Question: When first diagnosed in Sept 2006, I was underinsured unbeknownst to me. My doctor …. worked with me to get my treatments and surgeries covered under the federal [Breast and Cervical Cancer Treatment Program] (BCCTP). In late 2008, I had phase I of breast reconstruction. Phase II was scheduled, but I had to cancel it because I was severely ill and my blood [was] bad. There was no choice but to postpone the final surgery until I was well. My unfinished breasts cause me much distress. In the meantime, I was declared eligible for [Social Security Disability Insurance] (SSDI) and had to switch to Medicare even though I am 49 yr old. My oncologist says my blood is now good. My secondary illness is in remission, and I want have my breasts finished. My problem is Medicare pays 80 percent, and I am responsible for the other 20 percent. I am single and have gone through all my savings and retirement funding over the past four years. I am in collections since Medicare took over my health coverage. What can I do as I cannot afford to finish my breast reconstruction?

 Ms. Amato: BCCTP is a Medicaid program for higher income or working women. You can re-apply to Medicaidinfo-icon with lower income information, and you can use as a secondary insurance. Your second option would be to go to the facility where you had you surgeries and inquire about the Patient Assistance Program for patients who have financial hardships.

Question: I have stage IV inflammatory breast cancer, HER2+. I have had two skin recurrences since my initial diagnosis. I retired on June 4, 2010, after a year on medical leave. I get my disability retirement and [Social Security Disability Insurance] (SSDI). I was also getting a few hundred a month from the [long term disability] (LTD) policy I carried through my employer. I just got a letter from the LTD company, saying that payments are being discontinued because I do not have severe side effects from my medications and that my last PET/CT showed improvement. How do I appeal this?

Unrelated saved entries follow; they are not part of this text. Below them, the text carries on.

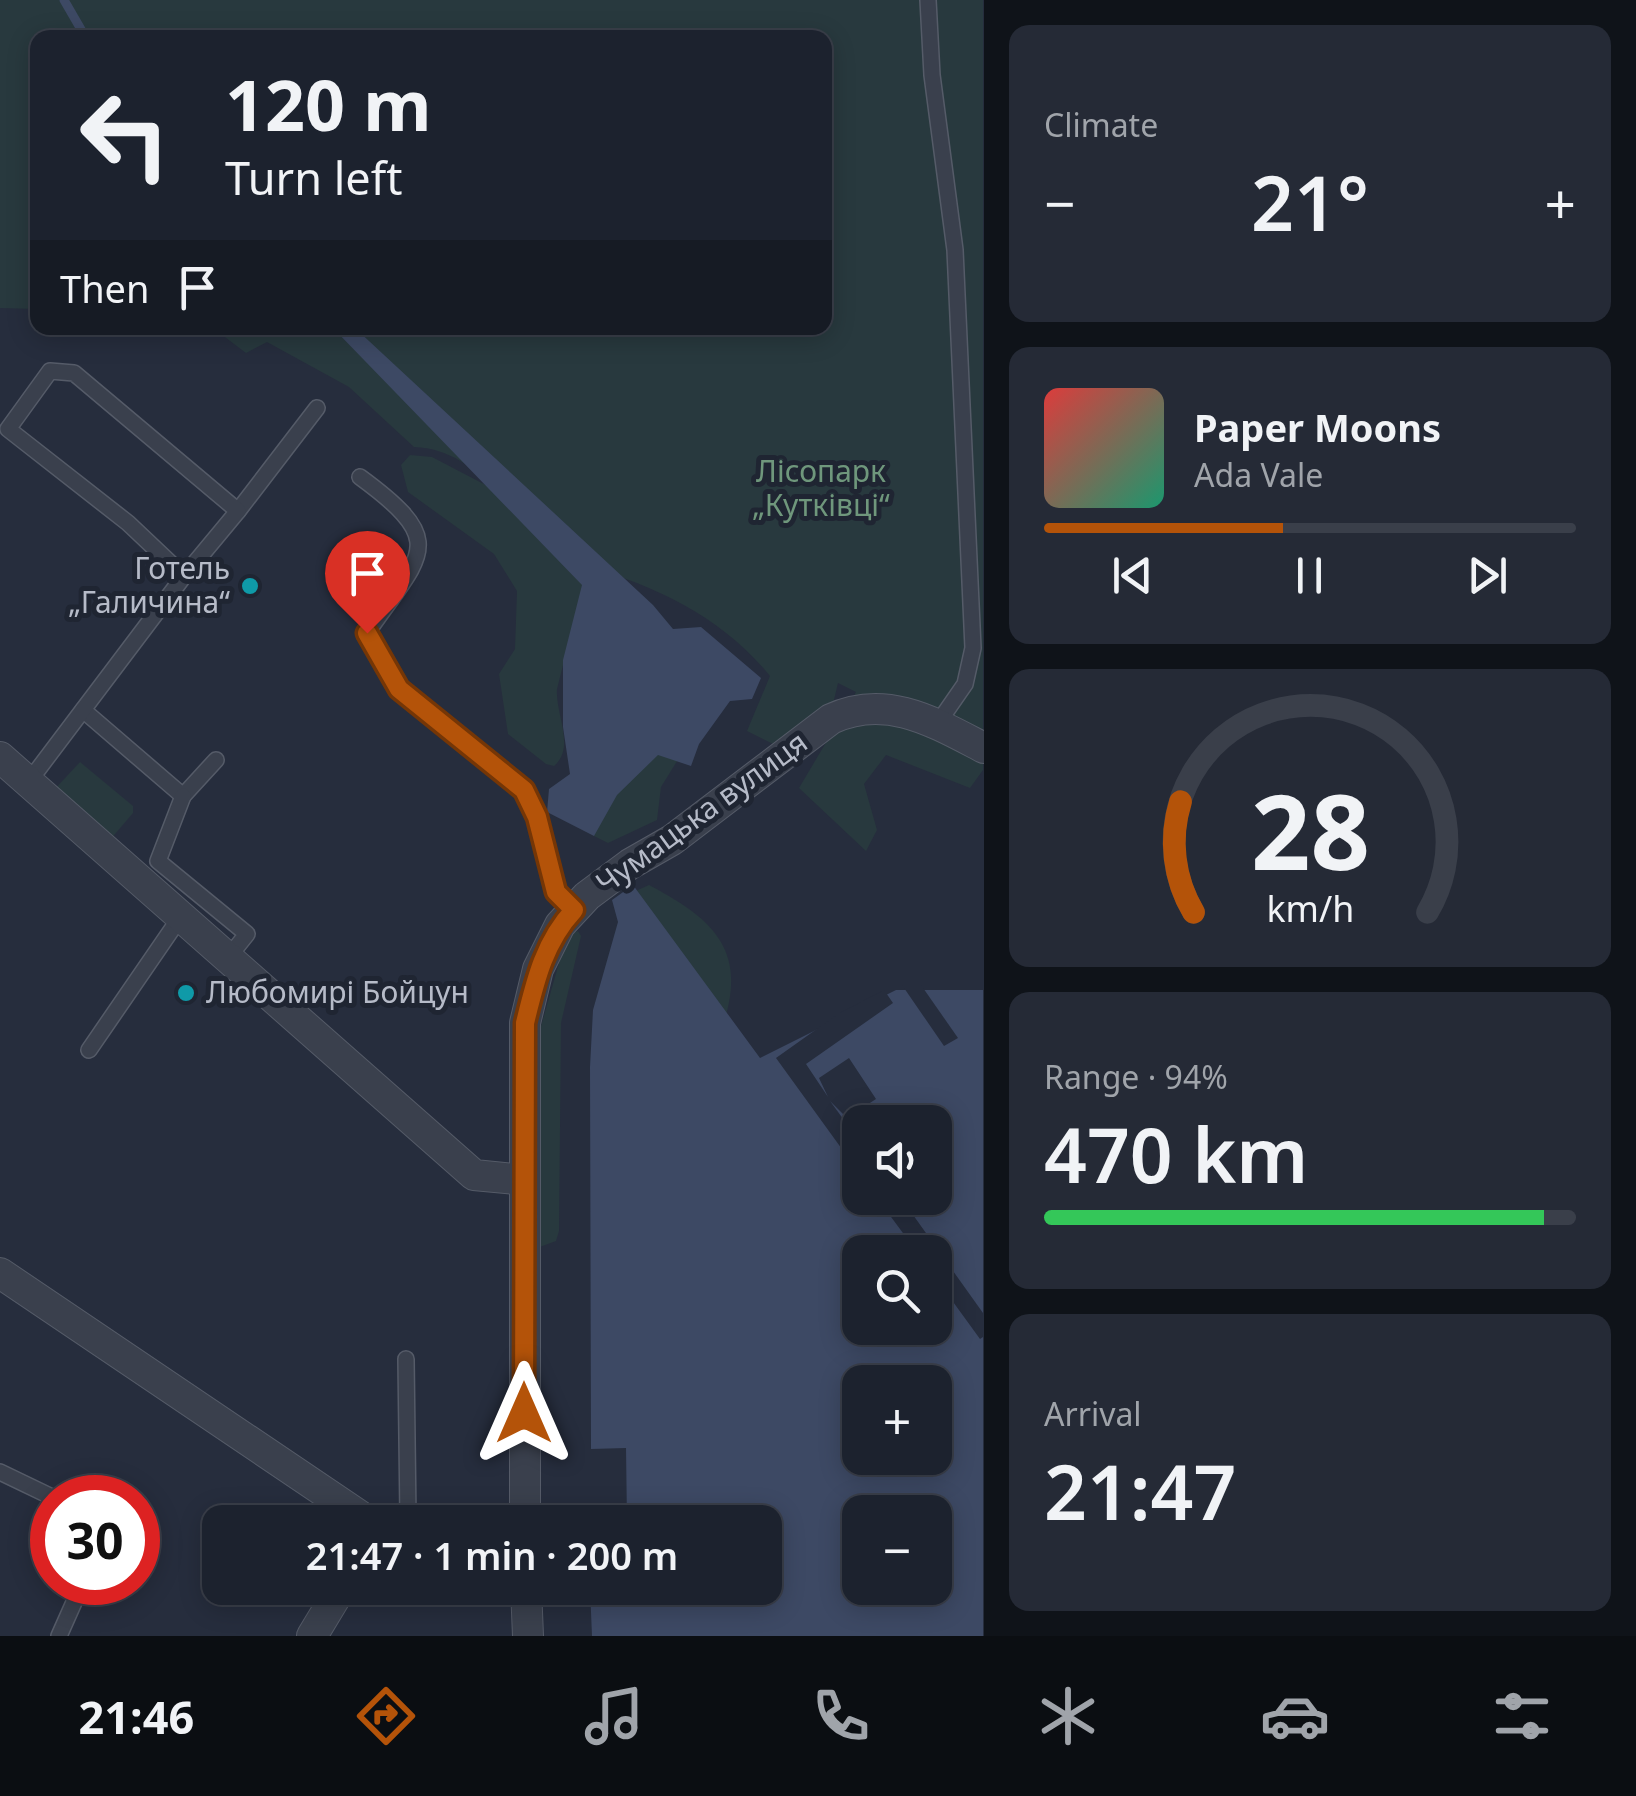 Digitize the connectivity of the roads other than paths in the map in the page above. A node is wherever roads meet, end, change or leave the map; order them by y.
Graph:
1 (928, 0) edge
2 (317, 408) dead end
3 (360, 478) dead end
4 (238, 510) junction
5 (184, 576) junction
6 (83, 710) junction
7 (938, 724) junction
8 (984, 748) edge
9 (0, 757) edge
10 (216, 760) dead end
11 (27, 784) junction
12 (183, 796) junction
13 (580, 903) junction
14 (180, 919) junction
15 (227, 959) junction
16 (89, 1050) dead end
17 (525, 1180) junction
18 (0, 1274) edge
19 (406, 1359) dead end
20 (0, 1472) edge
21 (30, 1486) edge
22 (344, 1505) edge
23 (408, 1505) edge
24 (525, 1505) edge
25 (73, 1605) edge
26 (331, 1605) edge
27 (527, 1605) edge
28 (59, 1636) edge
29 (312, 1636) edge
30 (528, 1636) edge

1 - 7 lane
2 - 4 lane
3 - 13 lane
4 - 5 lane
4 - 5 lane
5 - 6 lane
6 - 11 lane
6 - 12 lane
7 - 8 street, Чумацька вулиця
7 - 13 street, Чумацька вулиця
9 - 11 street
10 - 12 lane
11 - 14 street
12 - 15 lane
13 - 17 street, Чумацька вулиця
14 - 15 street
14 - 16 lane
15 - 17 street
17 - 24 street, Чумацька вулиця
18 - 22 street
19 - 23 lane
20 - 21 lane
25 - 28 lane
26 - 29 street
27 - 30 street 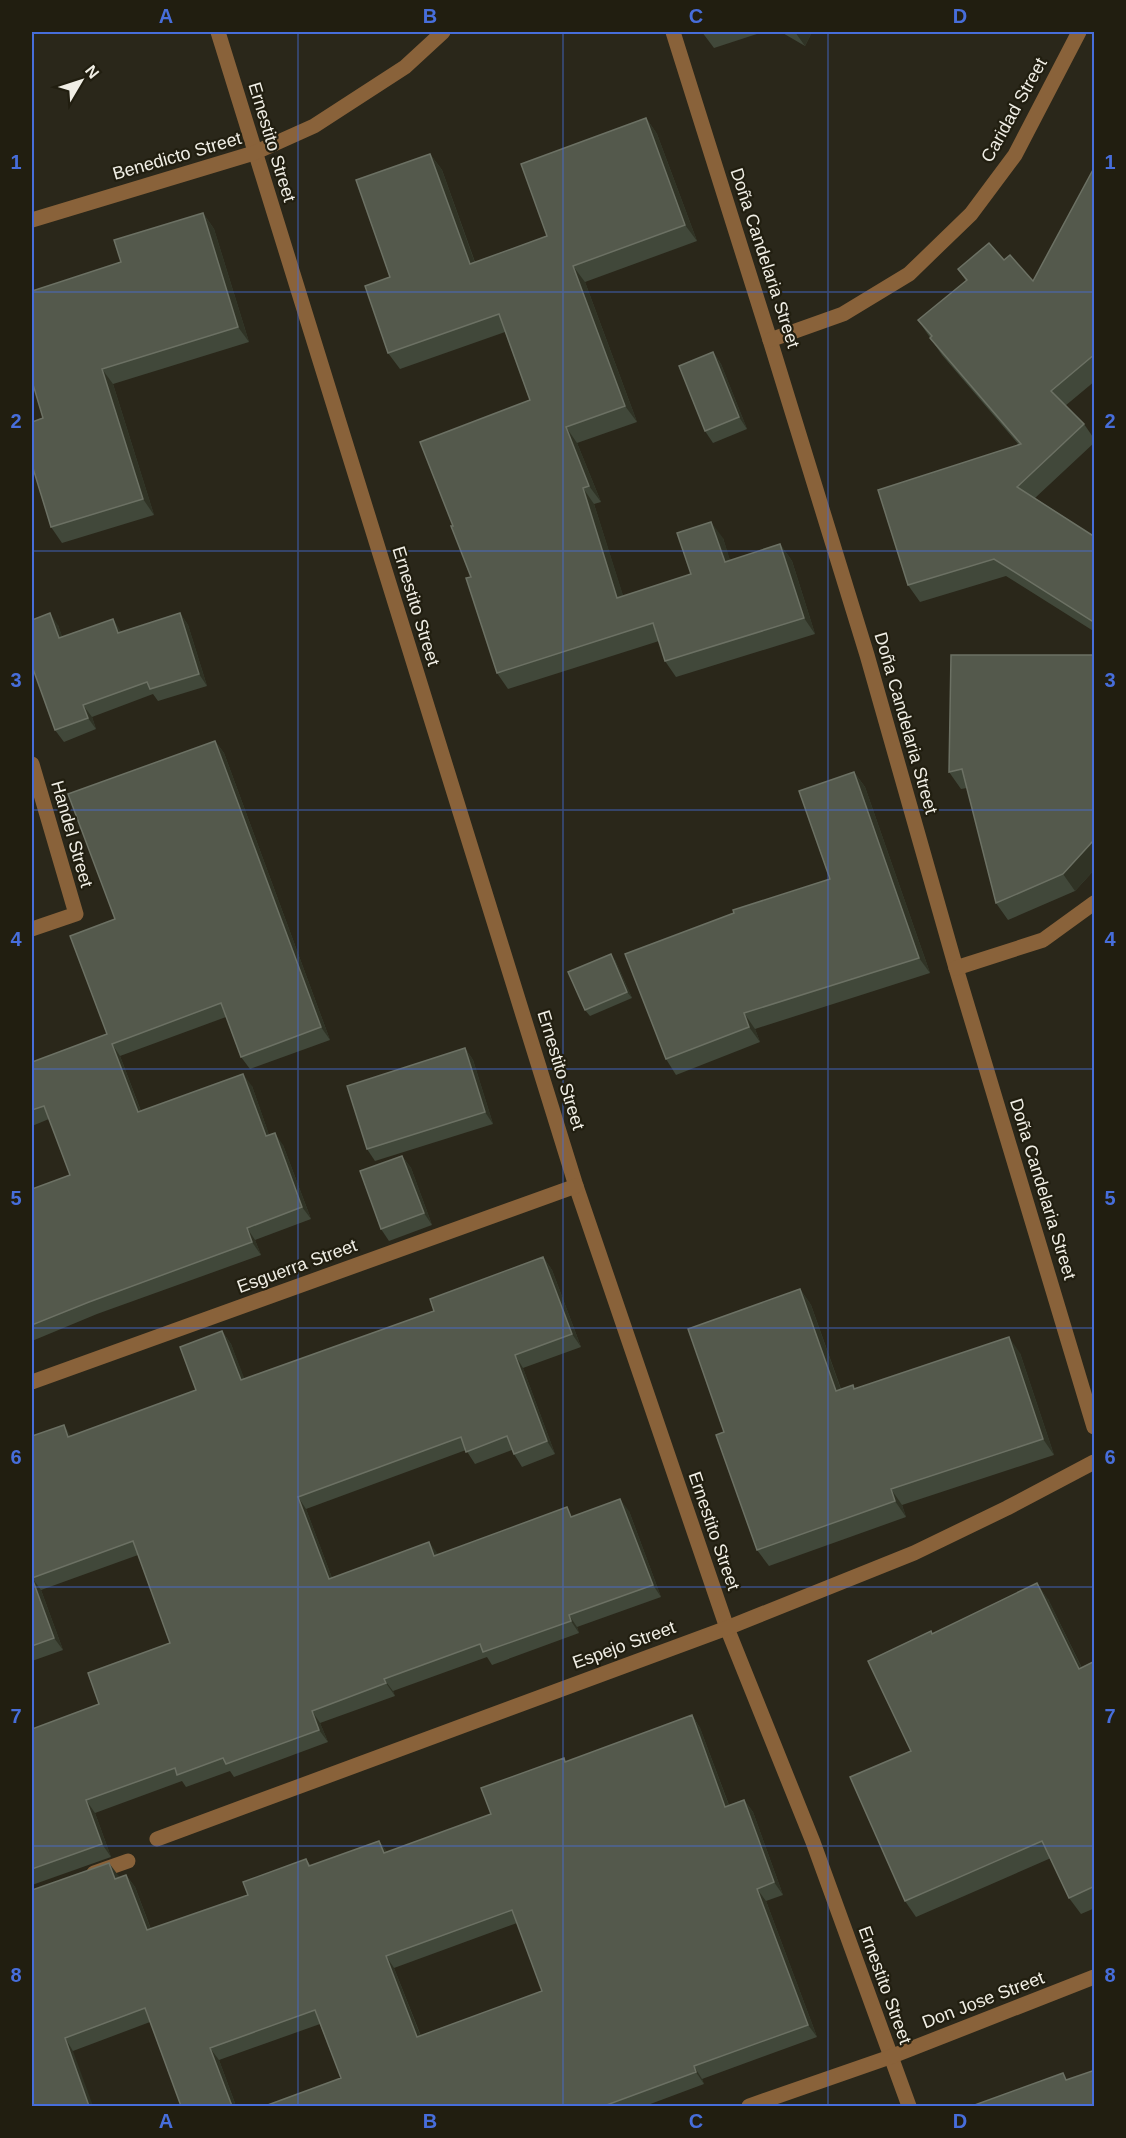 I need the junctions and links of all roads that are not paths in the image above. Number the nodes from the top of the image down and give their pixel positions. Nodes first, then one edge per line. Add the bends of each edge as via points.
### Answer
1 (218, 32) edge
2 (443, 32) edge
3 (673, 32) edge
4 (1079, 32) edge
5 (255, 153) junction
6 (32, 220) edge
7 (770, 340) junction
8 (32, 764) edge
9 (1095, 903) edge
10 (32, 929) edge
11 (957, 968) junction
12 (576, 1186) junction
13 (32, 1382) edge
14 (1095, 1428) edge
15 (1095, 1462) edge
16 (726, 1628) junction
17 (157, 1839) dead end
18 (128, 1861) dead end
19 (85, 1876) edge
20 (1095, 1977) edge
21 (890, 2057) junction
22 (749, 2106) edge
23 (909, 2106) edge

1 - 5 street, Ernestito Street
2 - 5 street, Benedicto Street via 405,67 315,126
3 - 7 street, Doña Candelaria Street
4 - 7 street, Caridad Street via 1015,155 971,214 909,274 843,314
5 - 6 street, Benedicto Street
5 - 12 street, Ernestito Street
7 - 11 street, Doña Candelaria Street via 867,655
8 - 10 street, Handel Street via 76,914
9 - 11 street via 1043,940
11 - 14 street, Doña Candelaria Street
12 - 13 street, Esguerra Street
12 - 16 street, Ernestito Street
15 - 16 street, Espejo Street via 914,1552
16 - 17 street, Espejo Street
16 - 21 street, Ernestito Street via 813,1842
18 - 19 street
20 - 21 street, Don Jose Street
21 - 22 street, Don Jose Street
21 - 23 street, Ernestito Street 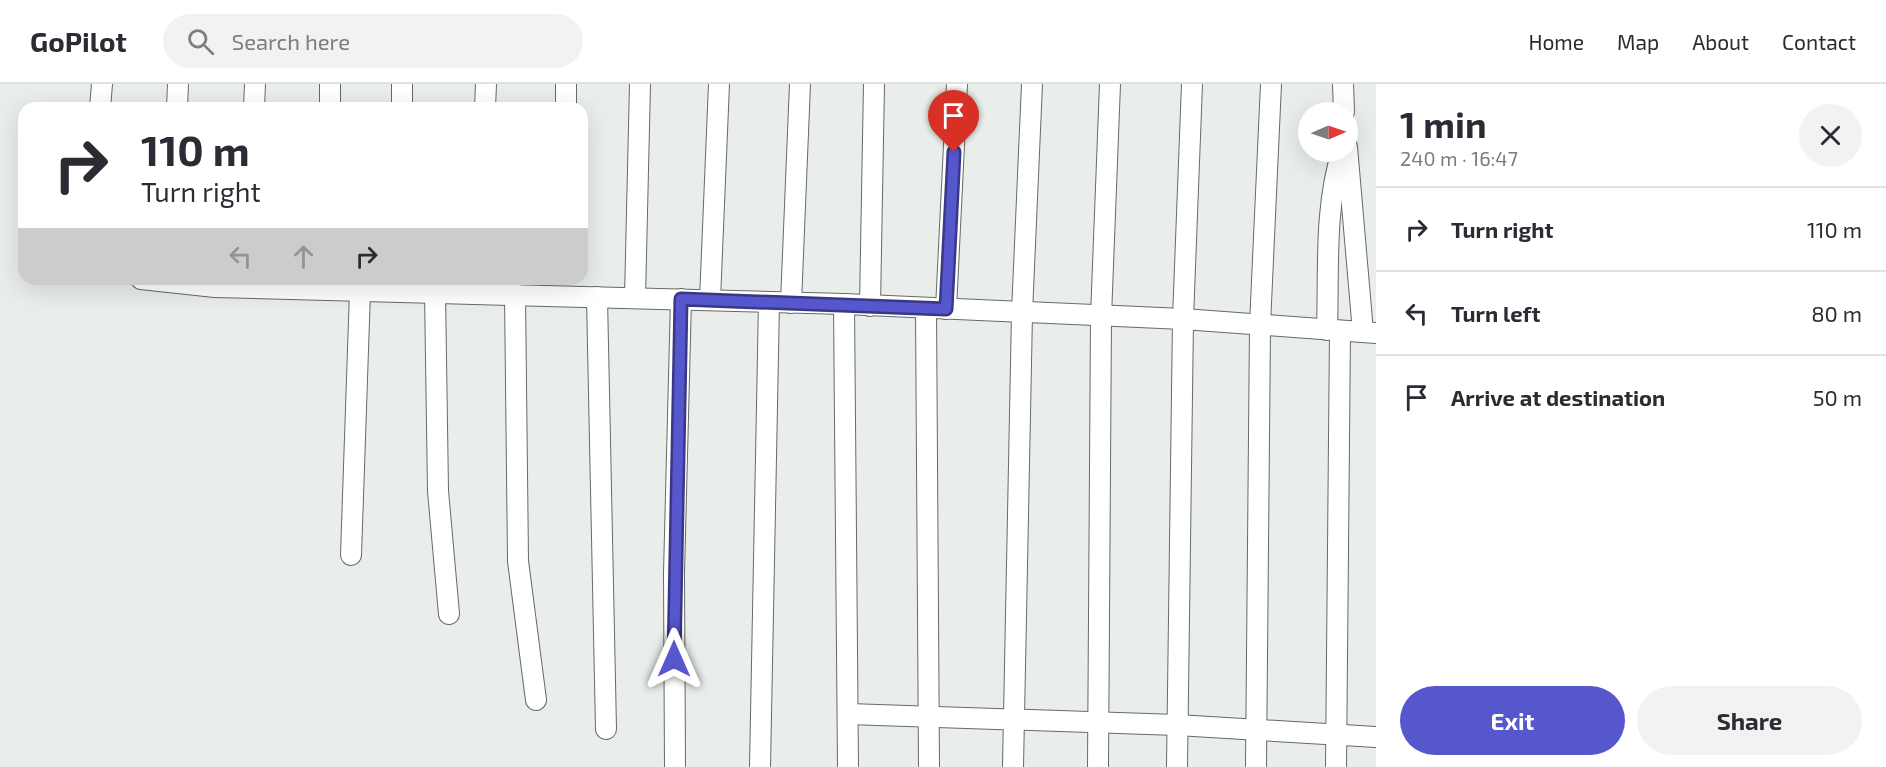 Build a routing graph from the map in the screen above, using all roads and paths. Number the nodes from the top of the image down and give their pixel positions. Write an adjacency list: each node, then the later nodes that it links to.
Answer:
1 (102, 84): 18 (street)
2 (178, 84): 19 (street)
3 (255, 84): 20 (street)
4 (330, 84): 21 (street)
5 (402, 84): 22 (street)
6 (486, 84): 23 (street)
7 (566, 84): 24 (street)
8 (640, 84): 36 (street)
9 (719, 84): 38 (street)
10 (800, 84): 40 (street)
11 (874, 84): 42 (street)
12 (957, 84): 44 (street)
13 (1032, 84): 45 (street)
14 (1110, 84): 46 (street)
15 (1192, 84): 47 (street)
16 (1271, 84): 48 (street)
17 (1343, 84): 25 (street)
18 (100, 102)
19 (177, 102)
20 (254, 102)
21 (330, 102)
22 (402, 102)
23 (485, 102)
24 (566, 102)
25 (1344, 102)
26 (1339, 162): 49 (street)
27 (1349, 162): 50 (street)
28 (331, 285): 32 (street)
29 (407, 285): 32 (street); 33 (street)
30 (477, 286): 33 (street); 34 (street)
31 (556, 287): 34 (street); 35 (street)
32 (360, 291): 51 (street)
33 (435, 292): 52 (street)
34 (515, 294): 53 (street)
35 (597, 297): 36 (street); 59 (street)
36 (635, 298): 37 (street)
37 (681, 299): 38 (street); 63 (street)
38 (710, 300): 39 (street)
39 (769, 302): 40 (street); 64 (street)
40 (791, 303): 41 (street)
41 (844, 304): 42 (street); 54 (street)
42 (870, 306): 43 (street)
43 (926, 308): 44 (street); 55 (street)
44 (946, 309): 45 (street)
45 (1022, 313): 46 (street); 56 (street)
46 (1101, 317): 47 (street); 57 (street)
47 (1183, 319): 48 (street); 58 (street)
48 (1260, 324): 49 (street); 60 (street)
49 (1333, 330): 50 (street); 61 (street)
50 (1370, 332)
51 (351, 555)
52 (449, 614)
53 (536, 700)
54 (848, 714): 55 (street); 65 (street)
55 (931, 715): 56 (street); 66 (street)
56 (1014, 718): 57 (street); 67 (street)
57 (1099, 722): 58 (street); 68 (street)
58 (1177, 725): 60 (street); 69 (street)
59 (606, 729)
60 (1256, 730): 61 (street); 70 (street)
61 (1336, 733): 62 (street); 71 (street)
62 (1376, 736)
63 (675, 767)
64 (760, 767)
65 (848, 767)
66 (929, 767)
67 (1013, 767)
68 (1098, 767)
69 (1177, 767)
70 (1256, 767)
71 (1336, 767)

Ms. Amato: I would call the LTD company and find out the appeal process. You should also review your policy or have the company send you a copy of the benefits that outline this exclusion. I don’t understand how the LTD policy can be cancelled for side effects.You may want to call your former HR department for assistance also.

Question: I have Horizon Blue Cross Blue Shield of New Jersey and have had my appeal denied to obtain the Flexitouch lymphedema system to use at home. I have truncal edema (breast, chest, side, upper arm). What can I do?

Ms. Amato: There is a second level appeal process that you should have been advised of when the first appeal was denied. Also, is the insurance company providing you with options outside the home? If they are, you may not win an appeal because they are providing you with other options. Unless you can support a reason for having therapyinfo-icon in the home, you may not be able to win an appeal.